▶ **Task objective**
Show each line of the data below in which "main" occurs.

Collected data
___

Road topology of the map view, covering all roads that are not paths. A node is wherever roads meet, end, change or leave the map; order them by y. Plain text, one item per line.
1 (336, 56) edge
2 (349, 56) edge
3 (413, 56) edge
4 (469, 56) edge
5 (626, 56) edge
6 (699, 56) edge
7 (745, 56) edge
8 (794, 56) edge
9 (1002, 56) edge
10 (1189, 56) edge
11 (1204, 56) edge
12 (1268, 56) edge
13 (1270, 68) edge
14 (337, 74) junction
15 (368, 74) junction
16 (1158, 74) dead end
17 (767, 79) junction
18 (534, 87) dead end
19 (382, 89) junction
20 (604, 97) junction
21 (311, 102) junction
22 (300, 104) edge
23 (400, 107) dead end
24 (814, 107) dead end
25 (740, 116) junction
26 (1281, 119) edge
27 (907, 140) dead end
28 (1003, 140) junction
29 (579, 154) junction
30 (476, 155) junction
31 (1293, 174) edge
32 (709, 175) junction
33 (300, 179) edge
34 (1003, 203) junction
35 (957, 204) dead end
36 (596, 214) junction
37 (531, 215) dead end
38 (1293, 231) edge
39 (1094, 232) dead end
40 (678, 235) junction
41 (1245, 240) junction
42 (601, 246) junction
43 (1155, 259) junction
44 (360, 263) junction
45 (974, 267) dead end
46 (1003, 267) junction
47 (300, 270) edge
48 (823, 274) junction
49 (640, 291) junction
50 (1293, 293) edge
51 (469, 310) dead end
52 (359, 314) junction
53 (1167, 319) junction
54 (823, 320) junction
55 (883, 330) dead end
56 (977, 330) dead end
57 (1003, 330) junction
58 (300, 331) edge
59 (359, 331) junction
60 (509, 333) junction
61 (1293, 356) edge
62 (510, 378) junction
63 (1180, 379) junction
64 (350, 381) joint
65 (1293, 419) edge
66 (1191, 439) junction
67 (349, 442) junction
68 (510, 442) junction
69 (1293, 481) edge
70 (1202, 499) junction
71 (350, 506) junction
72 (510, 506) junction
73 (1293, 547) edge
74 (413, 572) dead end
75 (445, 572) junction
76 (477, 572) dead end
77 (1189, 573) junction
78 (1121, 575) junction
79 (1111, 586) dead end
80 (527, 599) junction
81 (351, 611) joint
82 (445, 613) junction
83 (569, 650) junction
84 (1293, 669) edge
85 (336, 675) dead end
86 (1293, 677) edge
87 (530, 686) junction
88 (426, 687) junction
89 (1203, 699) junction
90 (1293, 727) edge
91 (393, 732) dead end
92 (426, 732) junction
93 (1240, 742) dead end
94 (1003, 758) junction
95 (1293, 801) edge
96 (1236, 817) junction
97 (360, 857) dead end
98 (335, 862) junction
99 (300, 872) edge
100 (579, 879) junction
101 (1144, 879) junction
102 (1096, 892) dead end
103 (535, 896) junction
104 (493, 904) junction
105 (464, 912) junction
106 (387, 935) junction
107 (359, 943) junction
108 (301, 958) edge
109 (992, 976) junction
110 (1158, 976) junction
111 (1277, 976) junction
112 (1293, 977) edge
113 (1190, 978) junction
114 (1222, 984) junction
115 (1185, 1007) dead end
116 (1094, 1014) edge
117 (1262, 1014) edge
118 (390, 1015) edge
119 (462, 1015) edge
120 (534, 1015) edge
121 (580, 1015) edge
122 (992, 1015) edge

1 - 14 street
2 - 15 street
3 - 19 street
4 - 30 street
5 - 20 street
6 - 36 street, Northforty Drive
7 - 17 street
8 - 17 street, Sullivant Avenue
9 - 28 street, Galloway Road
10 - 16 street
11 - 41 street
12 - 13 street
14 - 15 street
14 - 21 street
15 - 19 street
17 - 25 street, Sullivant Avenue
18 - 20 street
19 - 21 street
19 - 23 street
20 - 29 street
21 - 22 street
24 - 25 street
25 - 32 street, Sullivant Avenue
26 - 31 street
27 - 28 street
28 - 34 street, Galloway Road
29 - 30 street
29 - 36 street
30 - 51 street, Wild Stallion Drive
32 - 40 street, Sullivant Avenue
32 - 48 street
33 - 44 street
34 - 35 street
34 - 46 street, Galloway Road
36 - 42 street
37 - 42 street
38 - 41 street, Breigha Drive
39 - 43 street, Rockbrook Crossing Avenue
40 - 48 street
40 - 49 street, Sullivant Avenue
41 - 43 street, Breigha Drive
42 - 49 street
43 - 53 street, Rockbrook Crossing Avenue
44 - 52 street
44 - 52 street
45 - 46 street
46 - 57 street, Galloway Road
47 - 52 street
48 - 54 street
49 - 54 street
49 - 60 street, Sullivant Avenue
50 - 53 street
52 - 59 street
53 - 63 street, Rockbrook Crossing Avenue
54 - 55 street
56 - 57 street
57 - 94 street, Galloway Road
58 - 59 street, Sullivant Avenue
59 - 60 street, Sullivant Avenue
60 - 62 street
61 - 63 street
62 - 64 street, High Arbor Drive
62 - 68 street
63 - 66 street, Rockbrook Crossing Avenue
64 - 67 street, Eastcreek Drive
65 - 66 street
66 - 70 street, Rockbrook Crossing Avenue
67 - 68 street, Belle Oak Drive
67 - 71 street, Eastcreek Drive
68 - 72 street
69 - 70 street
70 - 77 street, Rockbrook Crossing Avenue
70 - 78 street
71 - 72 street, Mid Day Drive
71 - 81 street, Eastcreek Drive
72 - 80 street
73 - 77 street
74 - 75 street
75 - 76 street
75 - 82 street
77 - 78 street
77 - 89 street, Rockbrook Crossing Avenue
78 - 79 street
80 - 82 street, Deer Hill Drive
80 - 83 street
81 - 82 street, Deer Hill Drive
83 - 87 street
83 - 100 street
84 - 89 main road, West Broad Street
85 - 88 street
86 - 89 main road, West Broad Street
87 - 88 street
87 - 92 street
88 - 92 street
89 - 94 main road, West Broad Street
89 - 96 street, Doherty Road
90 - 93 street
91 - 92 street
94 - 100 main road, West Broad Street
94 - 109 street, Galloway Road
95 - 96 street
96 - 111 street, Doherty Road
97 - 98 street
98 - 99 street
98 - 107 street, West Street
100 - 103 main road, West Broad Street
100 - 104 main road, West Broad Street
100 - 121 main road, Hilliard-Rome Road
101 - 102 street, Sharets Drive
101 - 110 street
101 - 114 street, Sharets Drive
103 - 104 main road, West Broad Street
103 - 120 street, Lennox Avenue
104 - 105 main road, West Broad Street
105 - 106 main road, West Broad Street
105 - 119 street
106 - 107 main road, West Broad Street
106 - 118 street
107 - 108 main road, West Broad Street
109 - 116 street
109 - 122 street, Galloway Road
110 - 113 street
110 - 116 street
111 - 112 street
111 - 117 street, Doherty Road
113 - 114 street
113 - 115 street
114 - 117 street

___

▶ **Answer space**
84 - 89 main road, West Broad Street
86 - 89 main road, West Broad Street
89 - 94 main road, West Broad Street
94 - 100 main road, West Broad Street
100 - 103 main road, West Broad Street
100 - 104 main road, West Broad Street
100 - 121 main road, Hilliard-Rome Road
103 - 104 main road, West Broad Street
104 - 105 main road, West Broad Street
105 - 106 main road, West Broad Street
106 - 107 main road, West Broad Street
107 - 108 main road, West Broad Street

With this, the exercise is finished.